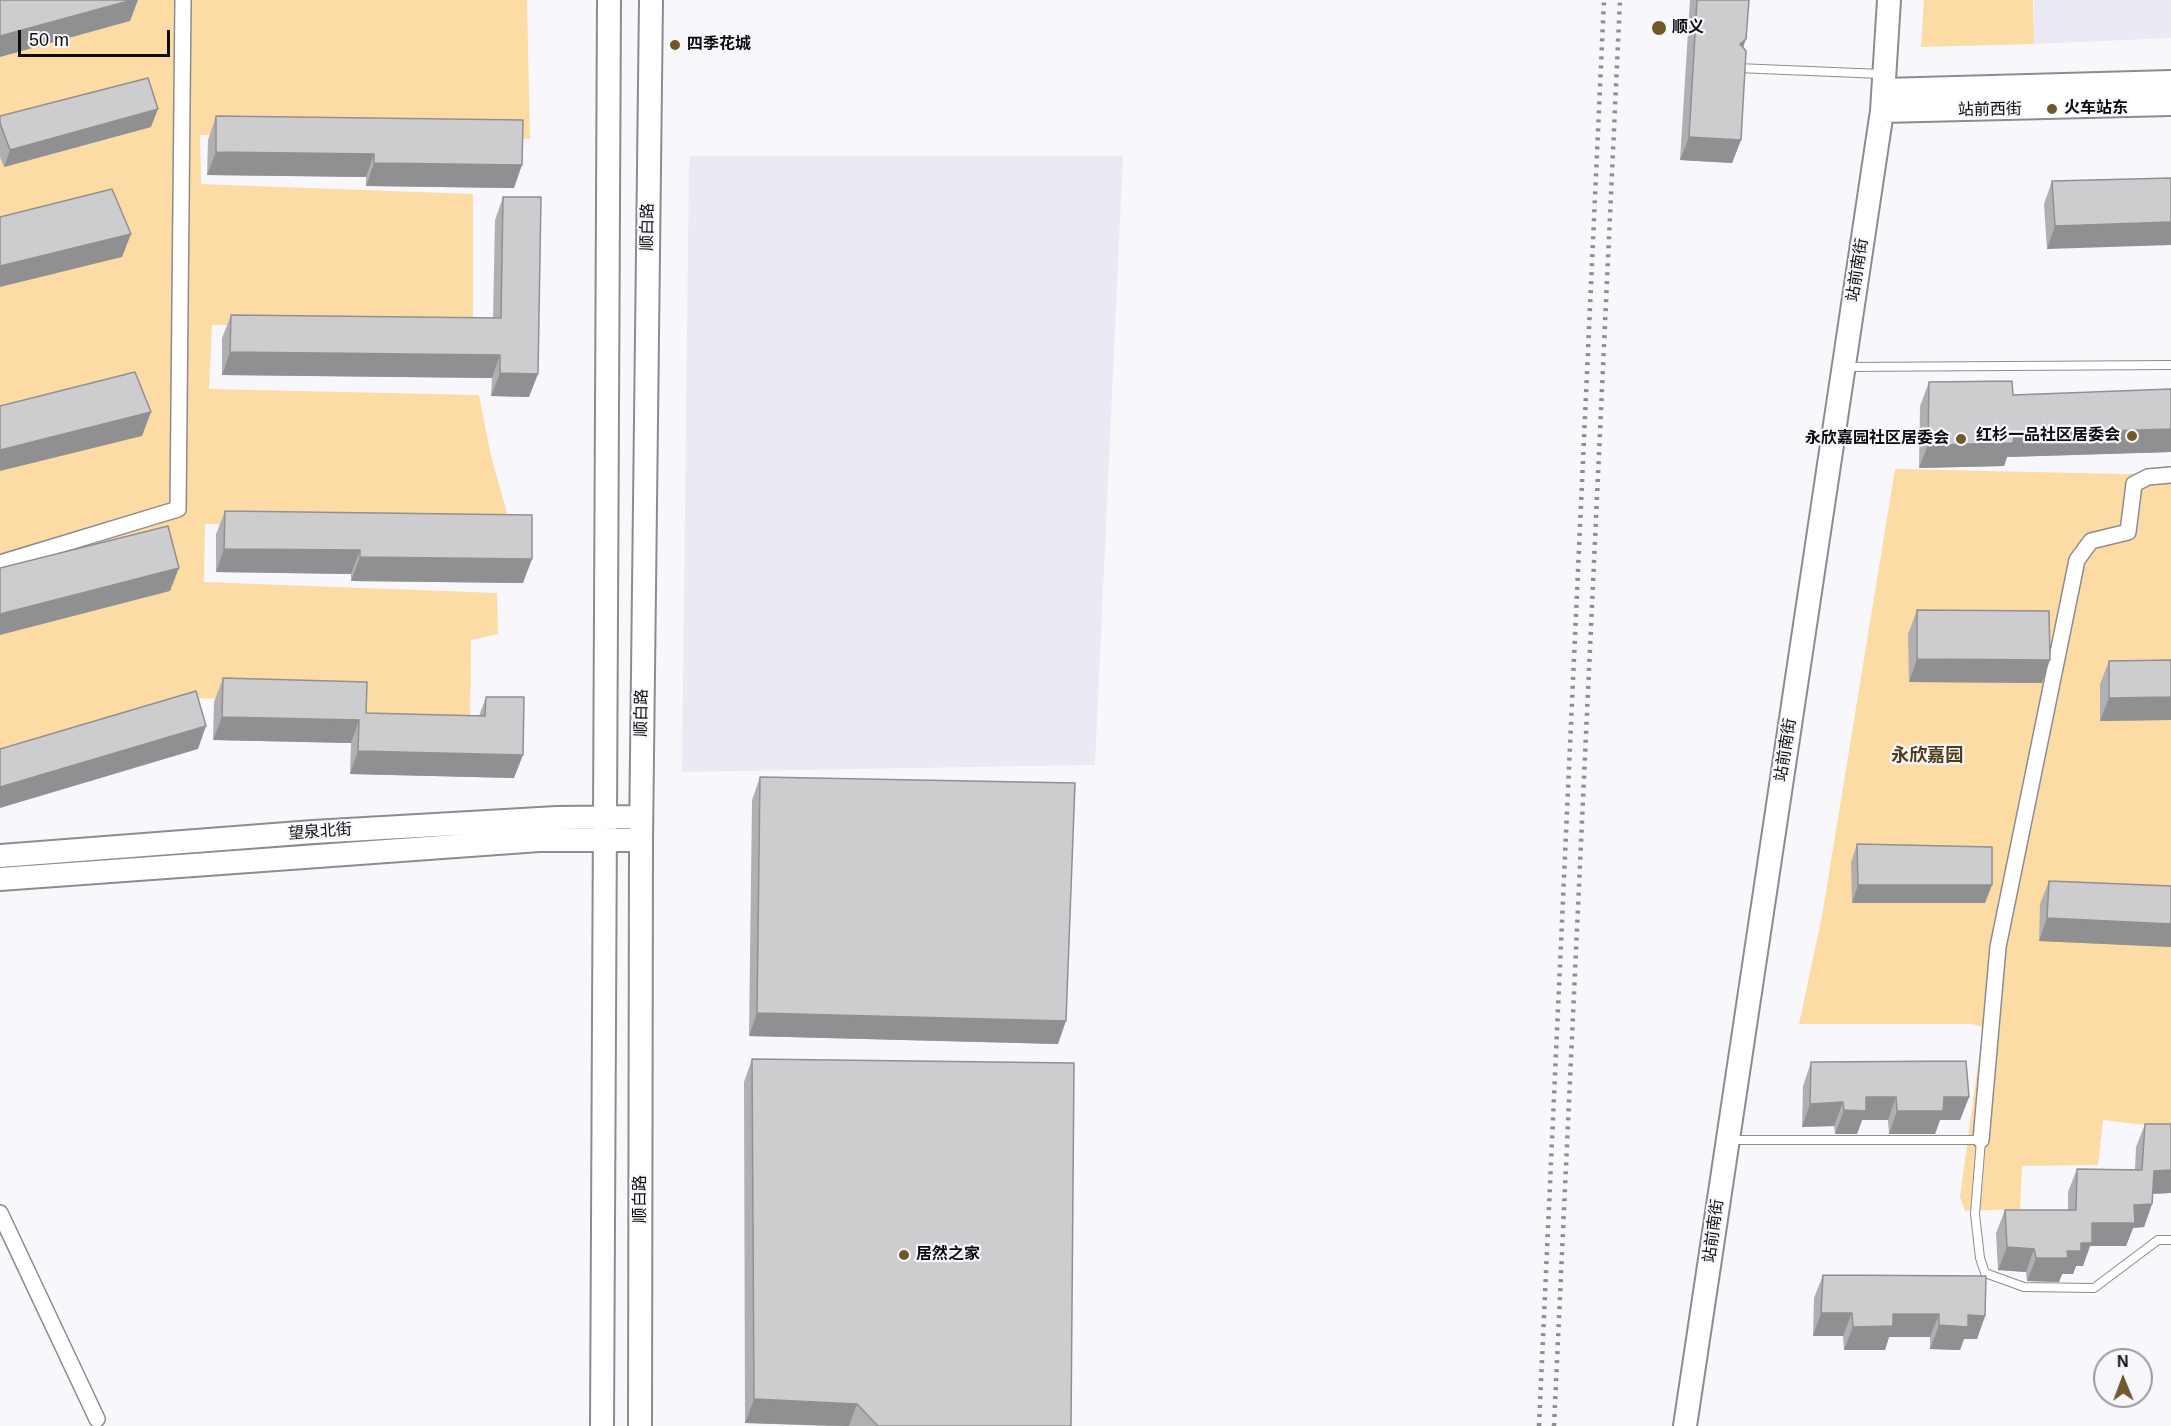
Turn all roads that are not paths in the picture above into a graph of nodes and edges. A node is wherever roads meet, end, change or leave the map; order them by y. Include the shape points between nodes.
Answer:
1 (183, 0) edge
2 (609, 0) edge
3 (651, 0) edge
4 (1889, 0) edge
5 (1737, 68) edge
6 (2171, 82) edge
7 (1884, 92) junction
8 (2171, 104) edge
9 (2171, 365) edge
10 (1843, 367) junction
11 (2171, 474) edge
12 (0, 563) edge
13 (605, 829) junction
14 (641, 829) junction
15 (0, 856) edge
16 (0, 879) edge
17 (1727, 1140) junction
18 (1981, 1140) junction
19 (0, 1213) edge
20 (2171, 1240) edge
21 (97, 1419) dead end
22 (602, 1426) edge
23 (640, 1426) edge
24 (1685, 1426) edge

1 - 12 street via 178,509
2 - 13 main road
3 - 14 main road, 顺白路
4 - 7 main road, 站前南街
5 - 7 lane
6 - 7 main road, 站前西街
7 - 8 main road, 站前西街
7 - 10 main road, 站前南街
9 - 10 lane
10 - 17 main road, 站前南街
11 - 18 street via 2148,477 2134,484 2128,532 2091,541 2077,560 1998,947
13 - 14 main road, 望泉北街
13 - 15 main road, 望泉北街 via 557,818
13 - 16 main road, 望泉北街 via 539,840
13 - 22 main road
14 - 23 main road, 顺白路
17 - 18 lane
17 - 24 main road, 站前南街
18 - 20 lane via 1975,1214 1985,1273 2024,1287 2094,1288 2158,1240
19 - 21 street

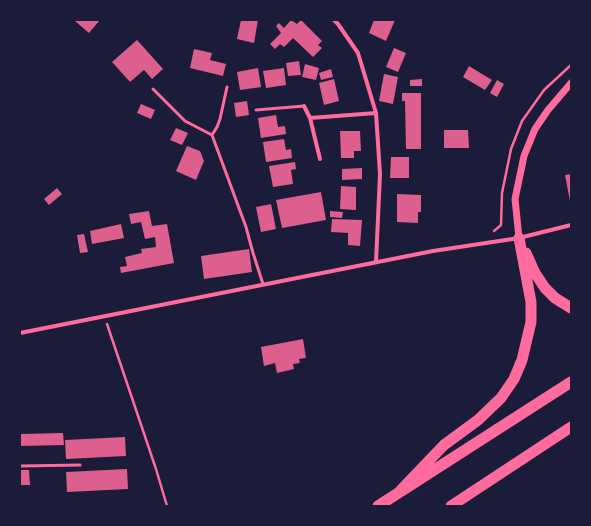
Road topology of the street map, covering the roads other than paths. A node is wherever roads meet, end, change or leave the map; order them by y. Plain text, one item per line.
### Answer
1 (334, 20) edge
2 (340, 22) edge
3 (571, 83) edge
4 (227, 88) dead end
5 (153, 89) dead end
6 (304, 106) joint
7 (256, 110) dead end
8 (376, 113) junction
9 (310, 118) junction
10 (212, 135) junction
11 (320, 159) dead end
12 (571, 225) edge
13 (519, 238) junction
14 (376, 262) junction
15 (263, 284) junction
16 (571, 308) edge
17 (20, 332) edge
18 (571, 382) edge
19 (571, 427) edge
20 (80, 465) dead end
21 (20, 466) edge
22 (399, 492) junction
23 (378, 506) edge
24 (451, 506) edge

1 - 2 street
2 - 8 street
3 - 13 street
4 - 10 lane
5 - 10 lane
6 - 7 lane
6 - 9 street
8 - 9 street
8 - 14 street
9 - 11 street
10 - 15 lane
12 - 13 street
13 - 14 street
13 - 16 highway
13 - 22 highway
14 - 15 street
15 - 17 street
18 - 22 highway
19 - 24 highway
20 - 21 lane
22 - 23 highway

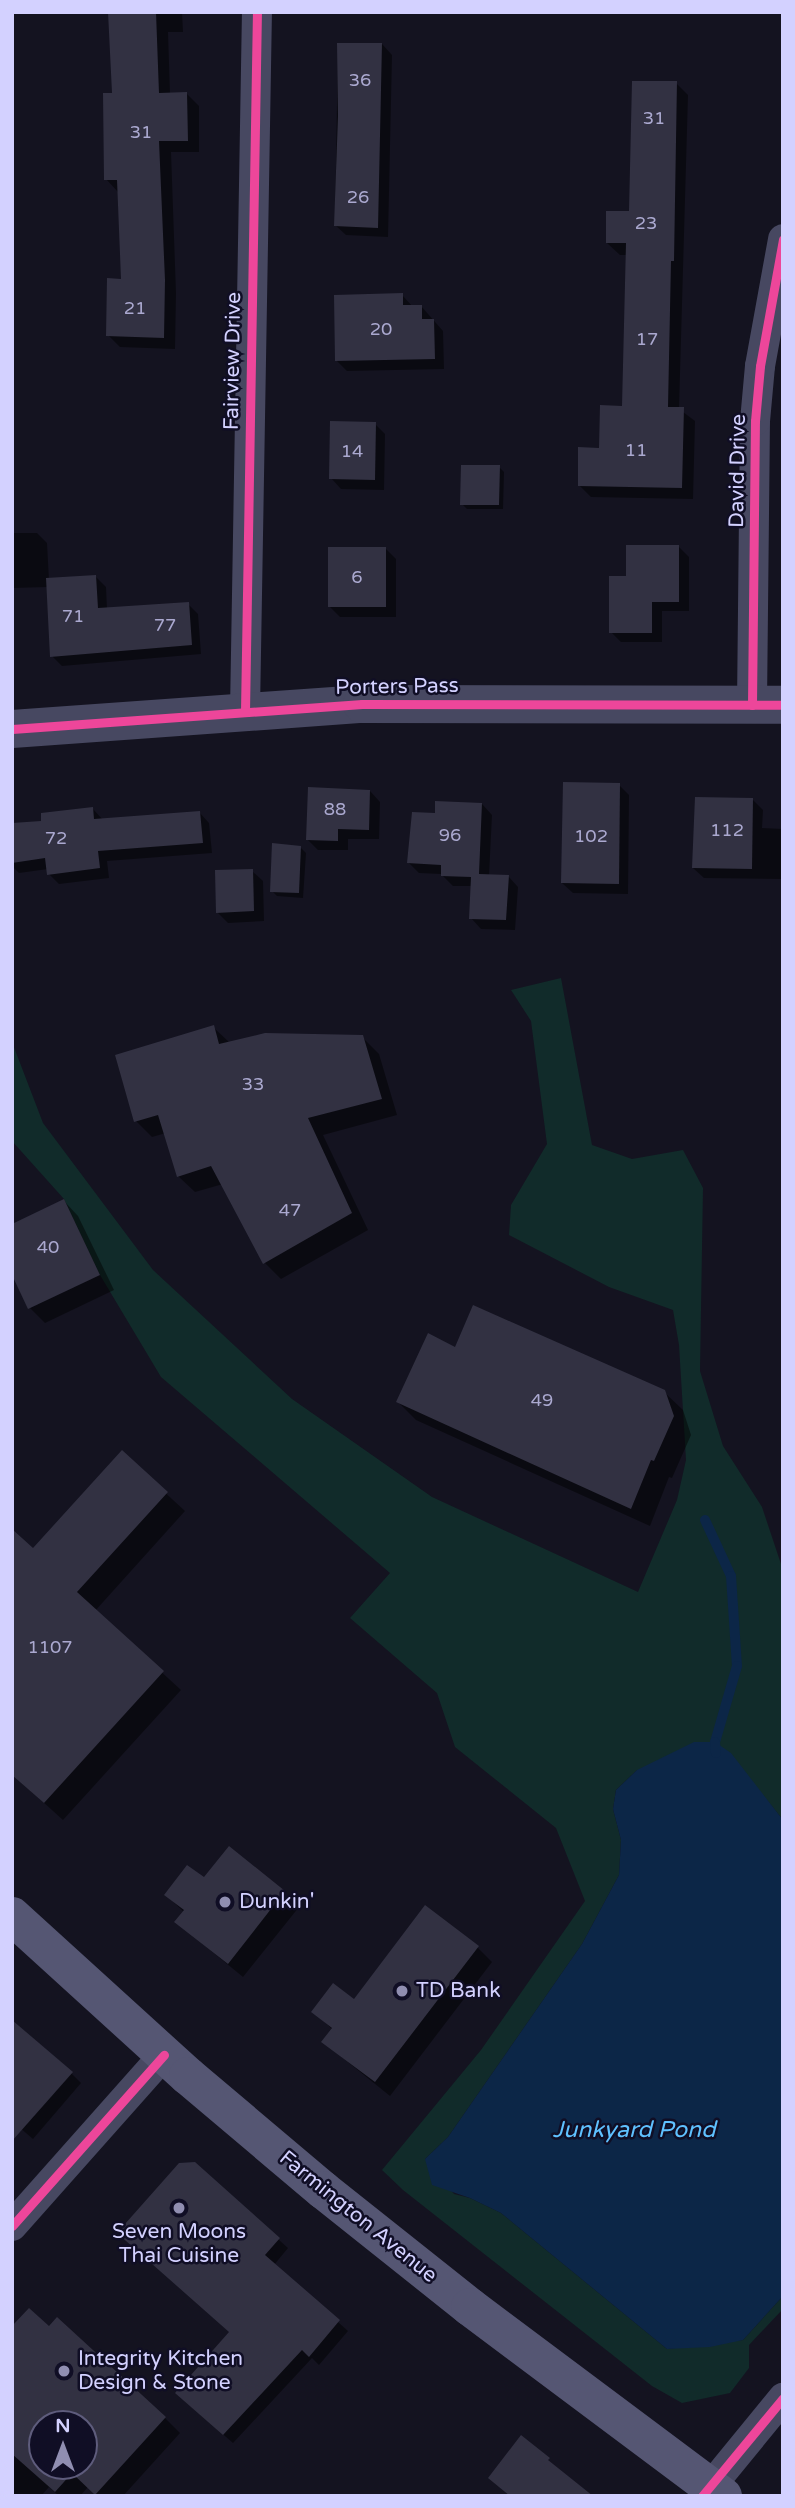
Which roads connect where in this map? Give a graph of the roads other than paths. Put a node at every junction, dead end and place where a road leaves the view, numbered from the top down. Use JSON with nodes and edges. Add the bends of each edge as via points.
{"nodes":[{"id":1,"x":257,"y":12,"type":"edge"},
{"id":2,"x":783,"y":239,"type":"edge"},
{"id":3,"x":767,"y":705,"type":"edge"},
{"id":4,"x":245,"y":711,"type":"junction"},
{"id":5,"x":12,"y":729,"type":"edge"},
{"id":6,"x":12,"y":1916,"type":"edge"},
{"id":7,"x":164,"y":2055,"type":"junction"},
{"id":8,"x":12,"y":2226,"type":"edge"},
{"id":9,"x":783,"y":2398,"type":"edge"},
{"id":10,"x":712,"y":2492,"type":"edge"}],
"edges":[{"from":1,"to":4,"type":"street","name":"Fairview Drive"},
{"from":2,"to":3,"type":"street","name":"David Drive","via":[[755,421]]},
{"from":3,"to":4,"type":"street","name":"Porters Pass","via":[[362,704]]},
{"from":4,"to":5,"type":"street","name":"Porters Pass"},
{"from":6,"to":7,"type":"main road","name":"Farmington Avenue"},
{"from":7,"to":8,"type":"street"},
{"from":7,"to":10,"type":"main road","name":"Farmington Avenue","via":[[459,2299]]},
{"from":9,"to":10,"type":"street"}]}
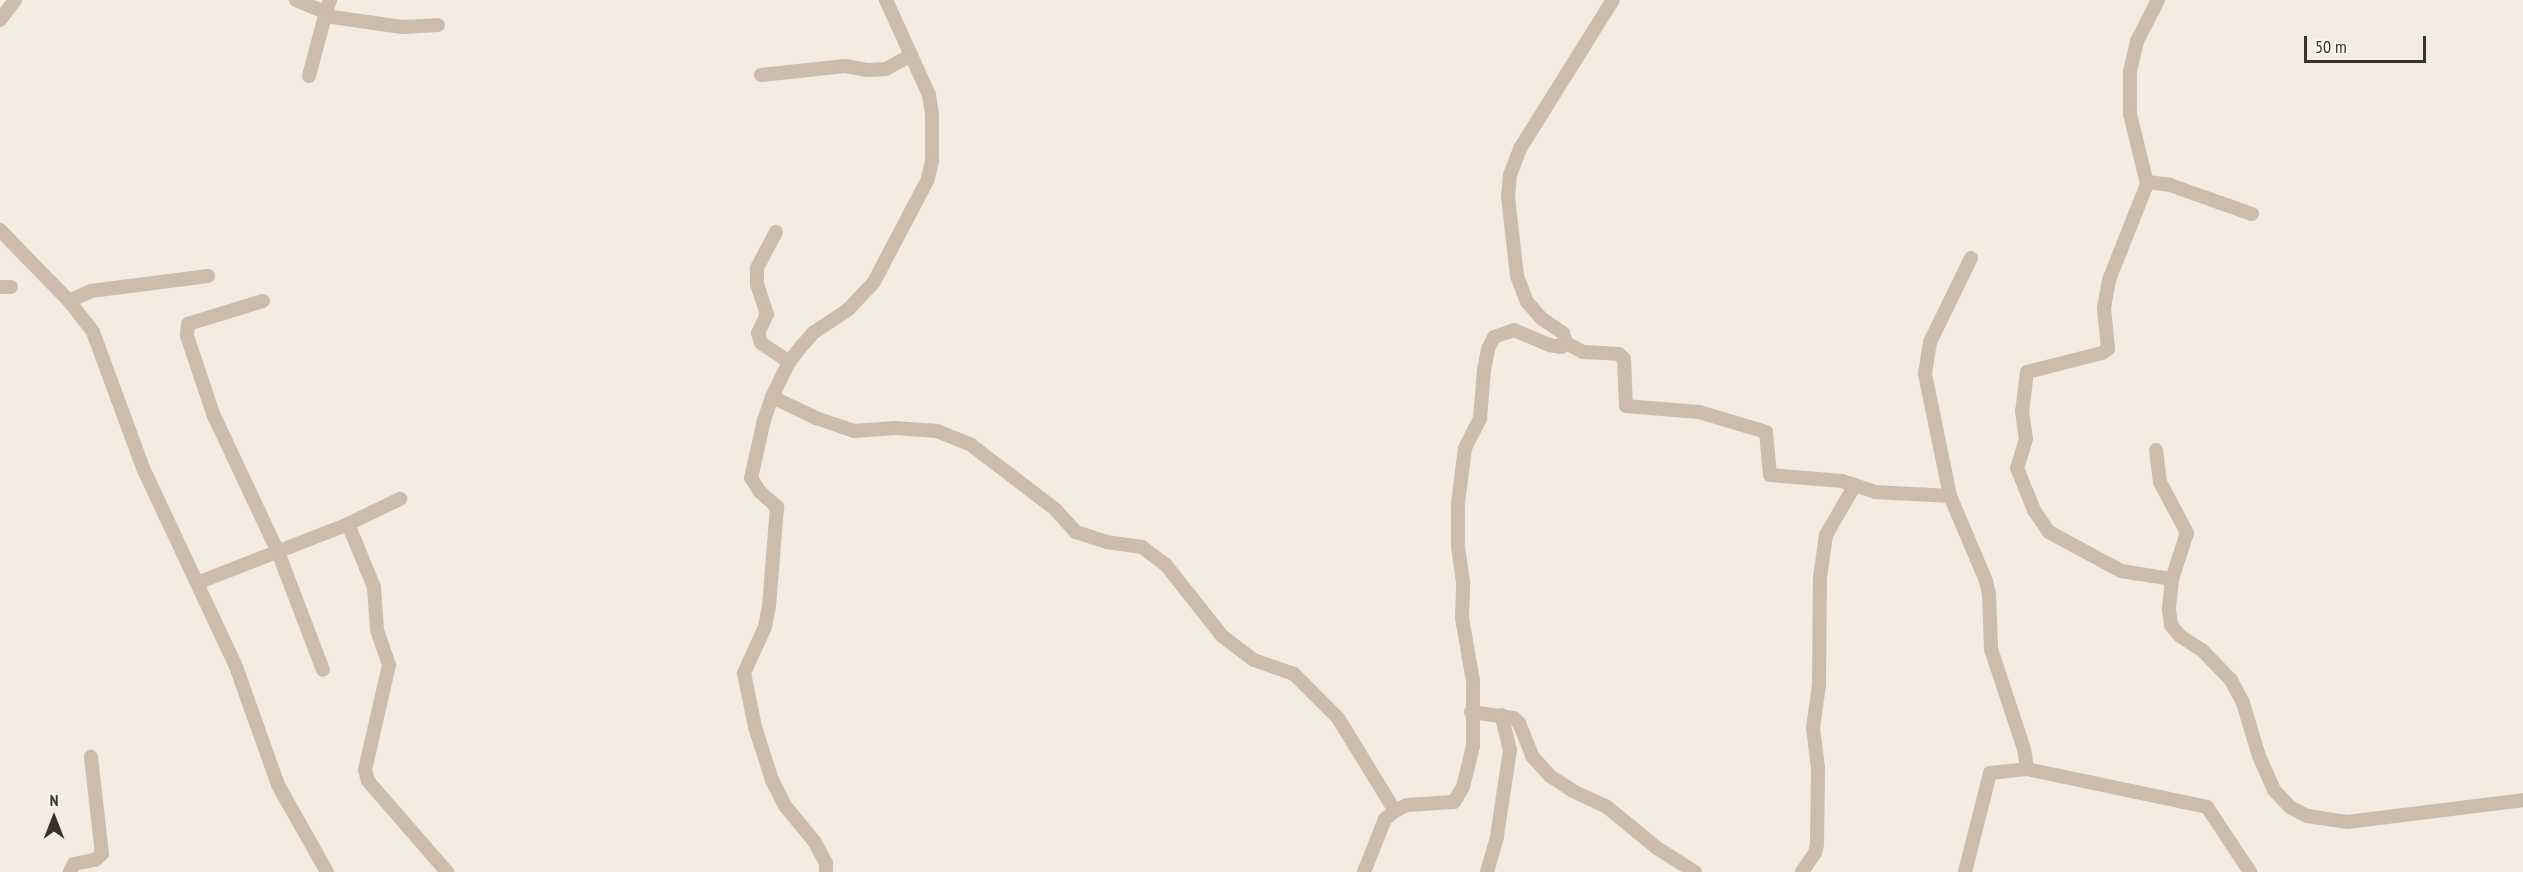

• PROBLEM TO WORK ON: A precise copy of each record, with the images removed, should be output.

• ANSWER SECTION:
Turn all roads that are not paths in the picture above into a graph of nodes and edges. A node is wherever roads meet, end, change or leave the map; order them by y. Include the shape points between nodes.
Answer:
1 (183, 0) edge
2 (609, 0) edge
3 (651, 0) edge
4 (1889, 0) edge
5 (1737, 68) edge
6 (2171, 82) edge
7 (1884, 92) junction
8 (2171, 104) edge
9 (2171, 365) edge
10 (1843, 367) junction
11 (2171, 474) edge
12 (0, 563) edge
13 (605, 829) junction
14 (641, 829) junction
15 (0, 856) edge
16 (0, 879) edge
17 (1727, 1140) junction
18 (1981, 1140) junction
19 (0, 1213) edge
20 (2171, 1240) edge
21 (97, 1419) dead end
22 (602, 1426) edge
23 (640, 1426) edge
24 (1685, 1426) edge

1 - 12 street via 178,509
2 - 13 main road
3 - 14 main road, 顺白路
4 - 7 main road, 站前南街
5 - 7 lane
6 - 7 main road, 站前西街
7 - 8 main road, 站前西街
7 - 10 main road, 站前南街
9 - 10 lane
10 - 17 main road, 站前南街
11 - 18 street via 2148,477 2134,484 2128,532 2091,541 2077,560 1998,947
13 - 14 main road, 望泉北街
13 - 15 main road, 望泉北街 via 557,818
13 - 16 main road, 望泉北街 via 539,840
13 - 22 main road
14 - 23 main road, 顺白路
17 - 18 lane
17 - 24 main road, 站前南街
18 - 20 lane via 1975,1214 1985,1273 2024,1287 2094,1288 2158,1240
19 - 21 street

Road topology of the street map, covering the roads other than paths. A node is wherever roads meet, end, change or leave the map; order them by y. Plain text, one item per line.
### Answer
1 (334, 20) edge
2 (340, 22) edge
3 (571, 83) edge
4 (227, 88) dead end
5 (153, 89) dead end
6 (304, 106) joint
7 (256, 110) dead end
8 (376, 113) junction
9 (310, 118) junction
10 (212, 135) junction
11 (320, 159) dead end
12 (571, 225) edge
13 (519, 238) junction
14 (376, 262) junction
15 (263, 284) junction
16 (571, 308) edge
17 (20, 332) edge
18 (571, 382) edge
19 (571, 427) edge
20 (80, 465) dead end
21 (20, 466) edge
22 (399, 492) junction
23 (378, 506) edge
24 (451, 506) edge

1 - 2 street
2 - 8 street
3 - 13 street
4 - 10 lane
5 - 10 lane
6 - 7 lane
6 - 9 street
8 - 9 street
8 - 14 street
9 - 11 street
10 - 15 lane
12 - 13 street
13 - 14 street
13 - 16 highway
13 - 22 highway
14 - 15 street
15 - 17 street
18 - 22 highway
19 - 24 highway
20 - 21 lane
22 - 23 highway

Which roads connect where in this map? Give a graph of the roads other than paths. Put a node at every junction, dead end and place where a road leaves the view, numbered from the top down. Use JSON with nodes and edges. Add the bends of each edge as via points.
{"nodes":[{"id":1,"x":257,"y":12,"type":"edge"},
{"id":2,"x":783,"y":239,"type":"edge"},
{"id":3,"x":767,"y":705,"type":"edge"},
{"id":4,"x":245,"y":711,"type":"junction"},
{"id":5,"x":12,"y":729,"type":"edge"},
{"id":6,"x":12,"y":1916,"type":"edge"},
{"id":7,"x":164,"y":2055,"type":"junction"},
{"id":8,"x":12,"y":2226,"type":"edge"},
{"id":9,"x":783,"y":2398,"type":"edge"},
{"id":10,"x":712,"y":2492,"type":"edge"}],
"edges":[{"from":1,"to":4,"type":"street","name":"Fairview Drive"},
{"from":2,"to":3,"type":"street","name":"David Drive","via":[[755,421]]},
{"from":3,"to":4,"type":"street","name":"Porters Pass","via":[[362,704]]},
{"from":4,"to":5,"type":"street","name":"Porters Pass"},
{"from":6,"to":7,"type":"main road","name":"Farmington Avenue"},
{"from":7,"to":8,"type":"street"},
{"from":7,"to":10,"type":"main road","name":"Farmington Avenue","via":[[459,2299]]},
{"from":9,"to":10,"type":"street"}]}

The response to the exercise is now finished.